Griselda ticked them off her fingers with a glow of virtue on her face.
“Mrs. Price Ridley, Miss Weatherby, Miss Hartnell, and that terrible Miss Marple.”
“I rather like Miss Marple,” I said. “She has, at least, a sense of humor.”
“She’s the worst cat in the village,” said Griselda.
My only complaint is that this was a very slow read for me. It took me a week, and my paperback edition is only 230 pages long! I voiced my issue with a regular library patron who enjoys Christie and she said that the Marple mysteries do unfold at a slower pace than the Poirots. I don’t know if that’s true, but it’s certainly possible. Or perhaps it’s just this particular title. Any of you Christie fans care to weigh in on that one?
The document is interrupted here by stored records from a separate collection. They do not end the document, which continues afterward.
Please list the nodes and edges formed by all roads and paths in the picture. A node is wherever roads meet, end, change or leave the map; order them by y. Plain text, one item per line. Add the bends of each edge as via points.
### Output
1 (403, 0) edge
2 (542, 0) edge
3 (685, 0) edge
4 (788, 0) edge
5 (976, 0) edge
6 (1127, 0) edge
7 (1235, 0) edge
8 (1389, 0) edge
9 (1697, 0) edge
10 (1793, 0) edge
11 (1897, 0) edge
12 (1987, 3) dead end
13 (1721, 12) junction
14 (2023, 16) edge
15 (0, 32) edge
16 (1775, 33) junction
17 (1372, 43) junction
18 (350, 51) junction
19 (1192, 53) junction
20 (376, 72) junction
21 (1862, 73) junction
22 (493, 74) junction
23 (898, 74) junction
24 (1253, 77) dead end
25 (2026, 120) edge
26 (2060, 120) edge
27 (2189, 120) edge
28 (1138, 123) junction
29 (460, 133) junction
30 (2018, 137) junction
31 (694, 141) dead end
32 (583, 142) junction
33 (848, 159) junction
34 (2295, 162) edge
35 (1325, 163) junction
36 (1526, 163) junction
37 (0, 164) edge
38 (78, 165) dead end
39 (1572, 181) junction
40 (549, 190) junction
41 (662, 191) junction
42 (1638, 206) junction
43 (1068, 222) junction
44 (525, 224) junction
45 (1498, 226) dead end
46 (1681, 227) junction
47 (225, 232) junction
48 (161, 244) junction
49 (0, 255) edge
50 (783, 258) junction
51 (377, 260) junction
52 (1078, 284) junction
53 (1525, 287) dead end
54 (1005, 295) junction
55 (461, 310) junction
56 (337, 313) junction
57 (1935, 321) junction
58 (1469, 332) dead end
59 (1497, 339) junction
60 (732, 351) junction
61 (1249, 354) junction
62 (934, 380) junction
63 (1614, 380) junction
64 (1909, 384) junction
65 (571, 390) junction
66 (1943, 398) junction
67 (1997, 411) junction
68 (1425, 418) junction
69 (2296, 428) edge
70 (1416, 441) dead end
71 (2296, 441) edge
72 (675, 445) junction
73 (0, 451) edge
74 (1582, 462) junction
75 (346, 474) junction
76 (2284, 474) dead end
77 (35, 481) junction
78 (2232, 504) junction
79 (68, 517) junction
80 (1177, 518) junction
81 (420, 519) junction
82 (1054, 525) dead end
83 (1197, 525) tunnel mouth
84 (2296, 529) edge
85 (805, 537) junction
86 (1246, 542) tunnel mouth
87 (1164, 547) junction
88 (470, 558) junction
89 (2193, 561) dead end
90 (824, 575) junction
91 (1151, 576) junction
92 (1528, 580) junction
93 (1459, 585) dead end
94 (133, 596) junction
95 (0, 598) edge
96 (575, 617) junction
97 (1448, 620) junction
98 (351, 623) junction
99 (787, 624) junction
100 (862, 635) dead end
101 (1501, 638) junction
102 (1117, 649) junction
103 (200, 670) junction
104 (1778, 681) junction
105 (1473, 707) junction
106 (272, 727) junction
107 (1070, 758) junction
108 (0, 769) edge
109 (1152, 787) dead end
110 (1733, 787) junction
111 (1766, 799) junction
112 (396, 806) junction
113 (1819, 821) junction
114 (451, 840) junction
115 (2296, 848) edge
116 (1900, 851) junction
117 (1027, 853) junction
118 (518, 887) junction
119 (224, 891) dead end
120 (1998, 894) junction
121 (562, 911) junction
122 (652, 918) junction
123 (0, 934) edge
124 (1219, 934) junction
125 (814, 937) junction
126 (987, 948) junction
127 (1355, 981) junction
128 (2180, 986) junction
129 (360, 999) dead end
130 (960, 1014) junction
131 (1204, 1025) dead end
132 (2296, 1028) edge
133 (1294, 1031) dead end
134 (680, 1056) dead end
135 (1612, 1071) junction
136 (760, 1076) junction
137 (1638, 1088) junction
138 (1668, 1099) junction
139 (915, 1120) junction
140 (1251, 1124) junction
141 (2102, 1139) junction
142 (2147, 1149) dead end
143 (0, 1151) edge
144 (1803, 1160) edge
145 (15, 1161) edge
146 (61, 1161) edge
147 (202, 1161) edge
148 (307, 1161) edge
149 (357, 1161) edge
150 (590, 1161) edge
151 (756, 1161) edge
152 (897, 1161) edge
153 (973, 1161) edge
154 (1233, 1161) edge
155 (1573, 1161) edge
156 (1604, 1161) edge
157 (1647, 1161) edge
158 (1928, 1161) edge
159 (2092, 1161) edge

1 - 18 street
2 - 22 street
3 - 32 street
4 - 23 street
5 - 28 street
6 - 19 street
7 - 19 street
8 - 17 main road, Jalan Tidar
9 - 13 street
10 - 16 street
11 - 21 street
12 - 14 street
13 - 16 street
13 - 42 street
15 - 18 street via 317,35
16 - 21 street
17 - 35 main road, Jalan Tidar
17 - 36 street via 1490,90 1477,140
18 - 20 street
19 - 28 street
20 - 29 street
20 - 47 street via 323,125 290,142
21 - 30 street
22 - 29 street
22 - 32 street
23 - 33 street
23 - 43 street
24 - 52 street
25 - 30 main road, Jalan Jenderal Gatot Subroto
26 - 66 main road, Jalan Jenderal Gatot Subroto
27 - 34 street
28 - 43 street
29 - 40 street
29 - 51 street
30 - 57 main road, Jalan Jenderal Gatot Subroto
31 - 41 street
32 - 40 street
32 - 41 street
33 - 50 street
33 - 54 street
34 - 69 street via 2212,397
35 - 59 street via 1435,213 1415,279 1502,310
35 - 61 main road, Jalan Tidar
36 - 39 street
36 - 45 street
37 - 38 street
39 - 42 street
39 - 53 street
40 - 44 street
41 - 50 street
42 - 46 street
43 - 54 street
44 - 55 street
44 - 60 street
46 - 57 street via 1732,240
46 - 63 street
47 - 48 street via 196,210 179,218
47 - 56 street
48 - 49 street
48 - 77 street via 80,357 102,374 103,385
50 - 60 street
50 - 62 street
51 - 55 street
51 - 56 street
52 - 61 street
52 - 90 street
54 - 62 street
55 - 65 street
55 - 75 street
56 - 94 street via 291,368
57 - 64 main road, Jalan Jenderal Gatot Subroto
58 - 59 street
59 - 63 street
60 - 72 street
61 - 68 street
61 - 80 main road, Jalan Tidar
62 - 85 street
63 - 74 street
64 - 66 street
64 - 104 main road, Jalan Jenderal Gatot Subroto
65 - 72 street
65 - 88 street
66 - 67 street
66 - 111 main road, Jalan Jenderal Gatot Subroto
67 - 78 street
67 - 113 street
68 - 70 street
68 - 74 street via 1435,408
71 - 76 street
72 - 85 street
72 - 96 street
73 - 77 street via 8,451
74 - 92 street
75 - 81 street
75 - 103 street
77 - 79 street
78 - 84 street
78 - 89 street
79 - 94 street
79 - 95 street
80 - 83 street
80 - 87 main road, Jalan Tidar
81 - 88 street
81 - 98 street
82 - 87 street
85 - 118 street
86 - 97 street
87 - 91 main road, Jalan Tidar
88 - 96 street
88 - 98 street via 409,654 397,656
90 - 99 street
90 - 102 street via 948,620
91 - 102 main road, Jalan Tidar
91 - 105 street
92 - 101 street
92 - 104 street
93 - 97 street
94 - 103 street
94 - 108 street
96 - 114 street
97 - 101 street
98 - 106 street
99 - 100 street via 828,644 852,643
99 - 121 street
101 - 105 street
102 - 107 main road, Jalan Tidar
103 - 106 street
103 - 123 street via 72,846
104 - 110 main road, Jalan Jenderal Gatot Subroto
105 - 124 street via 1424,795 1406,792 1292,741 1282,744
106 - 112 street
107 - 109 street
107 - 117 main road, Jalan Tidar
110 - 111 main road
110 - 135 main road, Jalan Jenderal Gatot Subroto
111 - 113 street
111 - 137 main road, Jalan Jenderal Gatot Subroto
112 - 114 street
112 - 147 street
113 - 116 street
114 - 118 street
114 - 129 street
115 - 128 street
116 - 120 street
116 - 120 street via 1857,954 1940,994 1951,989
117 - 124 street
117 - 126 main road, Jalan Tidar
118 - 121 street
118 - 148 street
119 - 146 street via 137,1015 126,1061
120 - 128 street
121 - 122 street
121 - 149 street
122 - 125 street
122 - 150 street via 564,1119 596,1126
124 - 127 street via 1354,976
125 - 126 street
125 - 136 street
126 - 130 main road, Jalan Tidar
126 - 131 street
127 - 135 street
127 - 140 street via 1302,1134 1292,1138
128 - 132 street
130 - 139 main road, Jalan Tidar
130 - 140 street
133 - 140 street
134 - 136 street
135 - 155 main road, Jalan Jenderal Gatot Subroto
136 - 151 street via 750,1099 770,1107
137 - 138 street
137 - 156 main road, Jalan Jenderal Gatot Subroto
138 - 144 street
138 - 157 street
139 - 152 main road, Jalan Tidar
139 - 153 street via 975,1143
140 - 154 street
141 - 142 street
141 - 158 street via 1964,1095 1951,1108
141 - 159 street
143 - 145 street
Despite the glacial pace, I did enjoy it. There’s some clever misdirection by the master mystery writer, and I (once again) did not guess the murderer. The Vicar and Vicaress were charming, and I found that Miss Marple grew on me as the story progressed. She is indeed a “shrewd” character, as the Vicar describes her. As all great amateur detectives are, she’s a keen observer of human nature, yet I found her to be humble as well – something I don’t think I can say of Hercule Poirot. I am most definitely going to try another one in the series and see how I like it. There are still many other Christie mysteries I’ve not yet read. I find myself reaching for these when I’m stressed or in a weird reading mood. They’re dependably entertaining and serve as palate-cleansers. No matter who the detective is, there will always be a place for Agatha Christie in my reading life.